"Sempre há pessoas que se revoltam quando um escritor se atreve a desafiar as convenções do pensamento hegemônico. Chesterton e Belloc, por exemplo, tornavam frenéticos certos leitores do G. K's Weekly cada vez que escreviam que capitalismo e comunismo eram heresias que, sob sua aparência dialética, encobriam uma meta comum; e os leitores mandavam aos periódicos cartas furiosas nas quais os apelidavam de "papistas", ante o que Chesterton e Belloc empunhavam o rosário e os espantavam. Hoje há pessoas que continuam se aborrecendo se um escritor se atreve a equiparar capitalismo e comunismo; mas já ninguém utiliza o insulto de "papista", talvez porque o Papado perdeu ascendência espiritual, ou porque convém fazer que o Papa seja um tipo estupendo. Assim que, quando alguém se irrita contra ti por repetires exatamente o mesmo que Chesterton e Belloc denunciavam há um século, já não te chamam papista, mas "integrista" (e nem sequer faz falta que empunhes o rosário!), que é insídia que, em um mundo tão esquerdopata como o nosso, lança uma condenação indelével sobre o réprobo.
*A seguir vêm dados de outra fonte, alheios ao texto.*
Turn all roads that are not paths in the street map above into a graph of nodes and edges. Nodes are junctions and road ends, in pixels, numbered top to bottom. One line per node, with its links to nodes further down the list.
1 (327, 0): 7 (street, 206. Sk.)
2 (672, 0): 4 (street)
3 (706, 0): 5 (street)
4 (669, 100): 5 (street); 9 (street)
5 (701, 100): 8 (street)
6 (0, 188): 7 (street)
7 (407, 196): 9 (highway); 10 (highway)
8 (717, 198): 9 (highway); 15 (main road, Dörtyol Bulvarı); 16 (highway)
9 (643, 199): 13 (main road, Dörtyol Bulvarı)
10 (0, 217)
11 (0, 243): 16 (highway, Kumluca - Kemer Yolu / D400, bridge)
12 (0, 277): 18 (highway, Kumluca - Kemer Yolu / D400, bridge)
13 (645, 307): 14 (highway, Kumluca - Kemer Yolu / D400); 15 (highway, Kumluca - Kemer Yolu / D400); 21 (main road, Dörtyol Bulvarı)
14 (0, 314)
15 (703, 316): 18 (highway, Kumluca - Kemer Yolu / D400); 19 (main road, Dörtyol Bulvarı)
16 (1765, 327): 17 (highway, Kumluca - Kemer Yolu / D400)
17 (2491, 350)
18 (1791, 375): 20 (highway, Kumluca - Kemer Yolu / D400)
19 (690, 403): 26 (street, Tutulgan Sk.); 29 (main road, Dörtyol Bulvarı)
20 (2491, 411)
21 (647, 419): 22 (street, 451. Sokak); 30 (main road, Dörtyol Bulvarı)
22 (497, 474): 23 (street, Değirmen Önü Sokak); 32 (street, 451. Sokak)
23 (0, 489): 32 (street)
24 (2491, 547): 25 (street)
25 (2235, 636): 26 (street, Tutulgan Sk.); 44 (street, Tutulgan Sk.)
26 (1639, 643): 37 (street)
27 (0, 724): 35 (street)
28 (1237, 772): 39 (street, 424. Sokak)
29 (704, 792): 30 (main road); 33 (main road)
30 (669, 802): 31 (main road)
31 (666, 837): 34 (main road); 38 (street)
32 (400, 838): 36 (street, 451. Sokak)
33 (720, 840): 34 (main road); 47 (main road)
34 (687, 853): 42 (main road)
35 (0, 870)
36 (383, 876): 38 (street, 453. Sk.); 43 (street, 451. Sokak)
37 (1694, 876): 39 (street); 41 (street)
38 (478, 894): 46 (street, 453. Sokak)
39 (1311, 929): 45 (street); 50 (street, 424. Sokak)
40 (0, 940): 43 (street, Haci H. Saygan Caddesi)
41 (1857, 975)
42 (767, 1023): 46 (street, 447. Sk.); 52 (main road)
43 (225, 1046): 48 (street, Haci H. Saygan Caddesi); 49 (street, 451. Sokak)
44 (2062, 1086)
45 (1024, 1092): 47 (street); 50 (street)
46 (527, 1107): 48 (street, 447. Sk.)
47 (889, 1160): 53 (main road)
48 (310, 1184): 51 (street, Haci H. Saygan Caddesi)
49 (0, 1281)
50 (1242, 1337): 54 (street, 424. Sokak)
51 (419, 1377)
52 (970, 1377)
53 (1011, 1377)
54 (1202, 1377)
Também se tende a apelidar um escritor de "integrista" quando se atreve a denunciar a deriva totalitária da democracia. Já nos advertia Ortega, esse feroz integrista, que "a democracia, como democracia, ou seja, estrita e exclusivamente como norma do direito político, parece uma coisa ótima. Mas a democracia exasperada e fora de si é a mais perigosa doença de que pode padecer uma sociedade"; pois "quanto mais reduzida seja a esfera de ação própria de uma idéia, mais perturbadora será sua influência, se se pretende projetá-la sobre a totalidade da vida". É que, com efeito, a democracia, nesta fase da história, deixou de ser uma forma de governo para tornar-se uma religião antropoteísta que, enquanto esfuma ou prostitui o mandato representativo, proclama-se instância última para estabelecer o bem e o mal, o justo e o injusto, entregando à aritmética das maiorias toda a regulação da vida humana. Esta "vontade de regular a totalidade da vida humana" – nos recordava Malraux, outro integrista descomunal e lefevriano – é o que caracteriza o totalitarismo; e da deriva totalitária da democracia já nos advertia Tocqueville, sumo pontífice do integrismo, em A Democracia na América: "Cadeias e verdugos eram os instrumentos grosseiros que no passado empregava a tirania, mas em nossos dias a civilização aperfeiçoou até o mesmo despotismo. Os príncipes haviam, por assim dizer, materializado a violência; mas as repúblicas democráticas de nossos dias tornaram-na tão intelectual como a vontade humana que querem reduzir. Sob o governo absoluto de um só, o despotismo, para chegar à alma, golpeava vigorosamente o corpo; e a alma, escapando a seus golpes, se elevava gloriosa por cima dele. Mas nas repúblicas democráticas a tirania deixa o corpo e vai direto à alma. O amo já não diz: "Pensai como eu ou morrereis", mas: "Sois livres de não pensar como eu. Vossa vida, vossos bens, tudo conservareis, mas a partir deste dia sereis estranhos entre nós. Permanecereis entre os homens, mas perdereis vossos direitos de humanidade. Quando vos aproximardes de vossos semelhantes, fugirão de vós como de empestados e até aqueles que creiam em vossa inocência vos abandonarão. Deixo-vos a vida, mas a que vos deixo é pior que a morte".
Esse inferno totalitário já está entre nós. E nele se enlanguescem os empestados, enquanto as massas desprevenidas não estão nem aí e arrotam felicíssimas os vapores da alfafa sistêmica que engolem sem reclamar."